----- Listed records -----

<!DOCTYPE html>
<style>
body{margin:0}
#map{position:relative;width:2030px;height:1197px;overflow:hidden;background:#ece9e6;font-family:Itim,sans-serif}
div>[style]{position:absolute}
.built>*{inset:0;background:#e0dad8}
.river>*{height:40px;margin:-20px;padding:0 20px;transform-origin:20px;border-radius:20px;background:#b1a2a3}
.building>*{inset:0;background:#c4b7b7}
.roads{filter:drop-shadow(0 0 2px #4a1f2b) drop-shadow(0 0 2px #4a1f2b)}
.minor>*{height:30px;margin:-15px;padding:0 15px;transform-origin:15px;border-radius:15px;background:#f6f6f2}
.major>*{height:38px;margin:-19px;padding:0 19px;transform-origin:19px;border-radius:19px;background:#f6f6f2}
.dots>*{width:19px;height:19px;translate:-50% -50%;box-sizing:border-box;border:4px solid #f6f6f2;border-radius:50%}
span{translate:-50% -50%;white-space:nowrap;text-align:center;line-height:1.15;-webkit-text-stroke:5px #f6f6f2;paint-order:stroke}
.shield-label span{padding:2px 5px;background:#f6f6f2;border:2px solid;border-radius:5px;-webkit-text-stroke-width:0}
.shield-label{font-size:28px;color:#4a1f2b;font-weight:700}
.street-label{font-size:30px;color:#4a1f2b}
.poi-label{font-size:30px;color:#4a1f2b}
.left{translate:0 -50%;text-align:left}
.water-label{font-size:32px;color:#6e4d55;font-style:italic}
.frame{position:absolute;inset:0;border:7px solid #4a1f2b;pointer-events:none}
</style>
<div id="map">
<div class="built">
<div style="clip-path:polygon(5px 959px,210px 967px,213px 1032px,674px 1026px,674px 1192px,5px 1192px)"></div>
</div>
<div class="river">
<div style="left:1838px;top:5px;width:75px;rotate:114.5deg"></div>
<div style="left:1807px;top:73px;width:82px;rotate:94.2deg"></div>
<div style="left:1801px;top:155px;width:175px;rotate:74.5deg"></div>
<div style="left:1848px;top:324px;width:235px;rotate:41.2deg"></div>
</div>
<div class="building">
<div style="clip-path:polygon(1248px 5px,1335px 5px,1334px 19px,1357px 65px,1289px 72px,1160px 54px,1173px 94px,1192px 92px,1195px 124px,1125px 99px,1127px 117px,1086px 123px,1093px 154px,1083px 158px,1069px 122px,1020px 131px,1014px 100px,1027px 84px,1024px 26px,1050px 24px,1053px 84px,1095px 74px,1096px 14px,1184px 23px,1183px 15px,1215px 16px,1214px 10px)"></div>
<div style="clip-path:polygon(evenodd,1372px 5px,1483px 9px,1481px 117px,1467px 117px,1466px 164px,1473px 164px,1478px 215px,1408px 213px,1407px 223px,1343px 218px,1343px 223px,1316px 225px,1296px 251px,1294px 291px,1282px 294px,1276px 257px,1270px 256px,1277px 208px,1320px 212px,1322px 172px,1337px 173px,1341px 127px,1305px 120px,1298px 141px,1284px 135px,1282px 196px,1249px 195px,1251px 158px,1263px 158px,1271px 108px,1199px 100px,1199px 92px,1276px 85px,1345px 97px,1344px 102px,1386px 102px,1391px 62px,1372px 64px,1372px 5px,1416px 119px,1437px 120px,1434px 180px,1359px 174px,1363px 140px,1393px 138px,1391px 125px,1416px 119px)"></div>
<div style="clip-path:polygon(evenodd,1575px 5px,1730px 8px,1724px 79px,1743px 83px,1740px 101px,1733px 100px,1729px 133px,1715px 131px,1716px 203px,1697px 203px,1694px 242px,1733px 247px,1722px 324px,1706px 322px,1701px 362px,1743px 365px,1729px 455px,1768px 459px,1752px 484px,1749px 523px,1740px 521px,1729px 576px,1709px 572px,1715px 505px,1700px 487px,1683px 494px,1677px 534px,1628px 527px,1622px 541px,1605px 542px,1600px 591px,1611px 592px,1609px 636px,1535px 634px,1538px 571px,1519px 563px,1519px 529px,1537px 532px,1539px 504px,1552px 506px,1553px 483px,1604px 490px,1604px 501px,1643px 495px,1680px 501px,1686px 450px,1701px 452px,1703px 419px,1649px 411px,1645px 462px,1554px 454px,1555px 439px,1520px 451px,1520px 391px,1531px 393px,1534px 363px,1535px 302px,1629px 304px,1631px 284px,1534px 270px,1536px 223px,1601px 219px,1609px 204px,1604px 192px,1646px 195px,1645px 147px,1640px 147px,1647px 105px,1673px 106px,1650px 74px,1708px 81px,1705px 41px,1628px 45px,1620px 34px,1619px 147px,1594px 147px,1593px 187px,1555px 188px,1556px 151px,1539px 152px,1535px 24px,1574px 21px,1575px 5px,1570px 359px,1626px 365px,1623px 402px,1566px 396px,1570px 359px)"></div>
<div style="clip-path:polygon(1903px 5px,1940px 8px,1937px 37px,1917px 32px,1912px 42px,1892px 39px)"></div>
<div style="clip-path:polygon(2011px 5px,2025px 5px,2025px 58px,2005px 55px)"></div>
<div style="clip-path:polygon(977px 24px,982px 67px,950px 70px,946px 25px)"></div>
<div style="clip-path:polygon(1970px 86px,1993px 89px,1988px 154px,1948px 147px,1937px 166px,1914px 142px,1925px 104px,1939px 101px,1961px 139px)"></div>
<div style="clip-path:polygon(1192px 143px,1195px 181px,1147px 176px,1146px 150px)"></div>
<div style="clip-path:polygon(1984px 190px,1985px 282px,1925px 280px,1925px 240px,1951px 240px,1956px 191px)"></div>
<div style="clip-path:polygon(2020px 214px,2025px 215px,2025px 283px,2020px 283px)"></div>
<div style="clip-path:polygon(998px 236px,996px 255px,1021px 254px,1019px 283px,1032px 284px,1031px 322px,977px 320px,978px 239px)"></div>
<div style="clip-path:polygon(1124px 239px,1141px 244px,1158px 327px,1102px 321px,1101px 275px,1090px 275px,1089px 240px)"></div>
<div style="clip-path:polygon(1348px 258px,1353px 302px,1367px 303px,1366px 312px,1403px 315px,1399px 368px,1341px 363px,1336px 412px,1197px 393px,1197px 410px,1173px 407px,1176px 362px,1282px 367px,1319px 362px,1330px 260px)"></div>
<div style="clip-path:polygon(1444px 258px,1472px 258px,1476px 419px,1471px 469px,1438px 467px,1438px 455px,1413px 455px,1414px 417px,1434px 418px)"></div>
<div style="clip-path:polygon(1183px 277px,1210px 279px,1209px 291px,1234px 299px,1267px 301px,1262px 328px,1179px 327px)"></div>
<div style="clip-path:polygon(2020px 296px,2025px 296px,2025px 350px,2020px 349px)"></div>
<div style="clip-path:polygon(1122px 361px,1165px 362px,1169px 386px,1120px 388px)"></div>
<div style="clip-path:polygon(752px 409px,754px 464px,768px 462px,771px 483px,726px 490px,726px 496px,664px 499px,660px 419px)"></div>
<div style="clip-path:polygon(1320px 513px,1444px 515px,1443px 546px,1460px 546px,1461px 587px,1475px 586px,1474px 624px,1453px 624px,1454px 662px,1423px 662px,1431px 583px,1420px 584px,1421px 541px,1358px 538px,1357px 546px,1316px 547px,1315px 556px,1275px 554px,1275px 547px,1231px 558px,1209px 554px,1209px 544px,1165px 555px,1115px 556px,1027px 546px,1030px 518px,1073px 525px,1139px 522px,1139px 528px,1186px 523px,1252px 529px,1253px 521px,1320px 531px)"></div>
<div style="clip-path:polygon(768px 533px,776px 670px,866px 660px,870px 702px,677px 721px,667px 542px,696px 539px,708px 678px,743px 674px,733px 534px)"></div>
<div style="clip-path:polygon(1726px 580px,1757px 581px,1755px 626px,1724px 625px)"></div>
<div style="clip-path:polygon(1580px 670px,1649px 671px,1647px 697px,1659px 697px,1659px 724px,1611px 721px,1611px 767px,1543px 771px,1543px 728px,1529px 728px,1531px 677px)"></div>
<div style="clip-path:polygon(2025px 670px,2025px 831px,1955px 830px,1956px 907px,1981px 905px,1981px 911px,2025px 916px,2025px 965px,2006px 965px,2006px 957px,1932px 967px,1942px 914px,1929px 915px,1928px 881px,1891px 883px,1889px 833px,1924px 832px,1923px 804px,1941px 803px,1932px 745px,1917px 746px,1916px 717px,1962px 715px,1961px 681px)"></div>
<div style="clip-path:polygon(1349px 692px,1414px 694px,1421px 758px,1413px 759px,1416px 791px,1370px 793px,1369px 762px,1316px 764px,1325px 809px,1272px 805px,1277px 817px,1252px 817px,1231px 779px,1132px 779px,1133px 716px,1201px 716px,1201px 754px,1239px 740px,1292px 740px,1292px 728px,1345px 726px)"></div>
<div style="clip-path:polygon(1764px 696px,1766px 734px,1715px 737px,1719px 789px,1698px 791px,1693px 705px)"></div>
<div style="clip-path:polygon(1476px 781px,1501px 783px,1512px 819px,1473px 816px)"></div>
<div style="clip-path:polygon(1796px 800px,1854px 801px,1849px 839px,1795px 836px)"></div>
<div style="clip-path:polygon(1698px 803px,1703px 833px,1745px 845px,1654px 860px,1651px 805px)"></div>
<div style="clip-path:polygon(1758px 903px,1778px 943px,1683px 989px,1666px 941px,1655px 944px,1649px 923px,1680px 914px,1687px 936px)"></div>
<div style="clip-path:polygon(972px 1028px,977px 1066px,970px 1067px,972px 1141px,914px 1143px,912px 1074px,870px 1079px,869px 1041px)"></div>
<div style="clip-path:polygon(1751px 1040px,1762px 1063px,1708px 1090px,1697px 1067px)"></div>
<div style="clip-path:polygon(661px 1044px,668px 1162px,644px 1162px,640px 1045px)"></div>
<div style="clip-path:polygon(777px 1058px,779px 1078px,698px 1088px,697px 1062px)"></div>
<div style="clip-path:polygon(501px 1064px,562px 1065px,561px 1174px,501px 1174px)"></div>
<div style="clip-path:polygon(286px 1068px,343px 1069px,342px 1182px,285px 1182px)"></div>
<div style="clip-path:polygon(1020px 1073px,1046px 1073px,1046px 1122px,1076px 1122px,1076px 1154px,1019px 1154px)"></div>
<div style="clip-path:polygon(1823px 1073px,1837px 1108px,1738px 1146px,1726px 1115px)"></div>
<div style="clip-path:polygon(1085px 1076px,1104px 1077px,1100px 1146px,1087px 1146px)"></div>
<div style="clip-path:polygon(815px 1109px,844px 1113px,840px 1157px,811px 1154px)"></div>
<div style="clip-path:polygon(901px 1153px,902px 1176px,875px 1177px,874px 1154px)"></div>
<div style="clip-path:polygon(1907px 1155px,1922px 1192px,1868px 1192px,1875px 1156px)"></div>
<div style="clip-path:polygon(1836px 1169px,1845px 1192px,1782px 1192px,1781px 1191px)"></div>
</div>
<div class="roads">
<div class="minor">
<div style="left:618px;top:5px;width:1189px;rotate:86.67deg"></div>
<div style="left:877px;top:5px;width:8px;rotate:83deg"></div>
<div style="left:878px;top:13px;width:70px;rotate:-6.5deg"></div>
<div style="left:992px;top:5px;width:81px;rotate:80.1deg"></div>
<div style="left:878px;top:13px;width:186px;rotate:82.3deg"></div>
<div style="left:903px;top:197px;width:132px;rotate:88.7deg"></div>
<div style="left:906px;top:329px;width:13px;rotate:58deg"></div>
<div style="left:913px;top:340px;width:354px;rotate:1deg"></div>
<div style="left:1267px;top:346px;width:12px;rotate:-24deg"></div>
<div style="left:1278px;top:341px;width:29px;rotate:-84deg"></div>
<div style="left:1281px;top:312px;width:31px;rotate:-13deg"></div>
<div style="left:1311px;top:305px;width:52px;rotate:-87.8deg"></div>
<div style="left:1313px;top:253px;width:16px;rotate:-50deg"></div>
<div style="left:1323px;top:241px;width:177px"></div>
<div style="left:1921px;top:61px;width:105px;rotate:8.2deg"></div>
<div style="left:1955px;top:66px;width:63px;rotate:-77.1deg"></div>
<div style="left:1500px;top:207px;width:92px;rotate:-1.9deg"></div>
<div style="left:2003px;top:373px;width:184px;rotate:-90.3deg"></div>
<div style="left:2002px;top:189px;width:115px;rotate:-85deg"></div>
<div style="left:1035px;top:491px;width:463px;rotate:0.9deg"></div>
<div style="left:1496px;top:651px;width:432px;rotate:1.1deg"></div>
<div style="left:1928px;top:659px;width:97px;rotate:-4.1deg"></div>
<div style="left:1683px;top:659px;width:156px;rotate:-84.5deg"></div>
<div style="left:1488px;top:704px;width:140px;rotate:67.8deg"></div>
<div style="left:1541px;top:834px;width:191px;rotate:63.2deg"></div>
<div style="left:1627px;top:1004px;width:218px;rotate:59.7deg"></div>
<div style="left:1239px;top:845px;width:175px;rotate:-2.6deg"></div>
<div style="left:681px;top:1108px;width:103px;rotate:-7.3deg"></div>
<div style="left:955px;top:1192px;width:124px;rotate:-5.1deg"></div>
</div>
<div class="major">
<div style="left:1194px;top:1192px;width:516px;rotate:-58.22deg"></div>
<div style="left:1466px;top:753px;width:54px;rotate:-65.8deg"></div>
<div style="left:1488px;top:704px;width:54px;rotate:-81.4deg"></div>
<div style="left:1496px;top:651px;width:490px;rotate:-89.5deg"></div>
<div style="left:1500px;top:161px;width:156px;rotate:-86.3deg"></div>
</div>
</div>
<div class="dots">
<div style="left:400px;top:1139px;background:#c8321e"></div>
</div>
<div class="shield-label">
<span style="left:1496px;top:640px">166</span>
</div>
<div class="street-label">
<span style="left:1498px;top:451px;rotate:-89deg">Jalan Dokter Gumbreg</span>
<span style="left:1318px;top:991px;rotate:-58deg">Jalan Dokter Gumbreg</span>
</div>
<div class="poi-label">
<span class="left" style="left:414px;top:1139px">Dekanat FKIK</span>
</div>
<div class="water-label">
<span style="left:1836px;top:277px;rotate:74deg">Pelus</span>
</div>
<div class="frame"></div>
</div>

-----

- Directions
Every line above that holds "river" counts once; state the total and nothing else.

- Response
2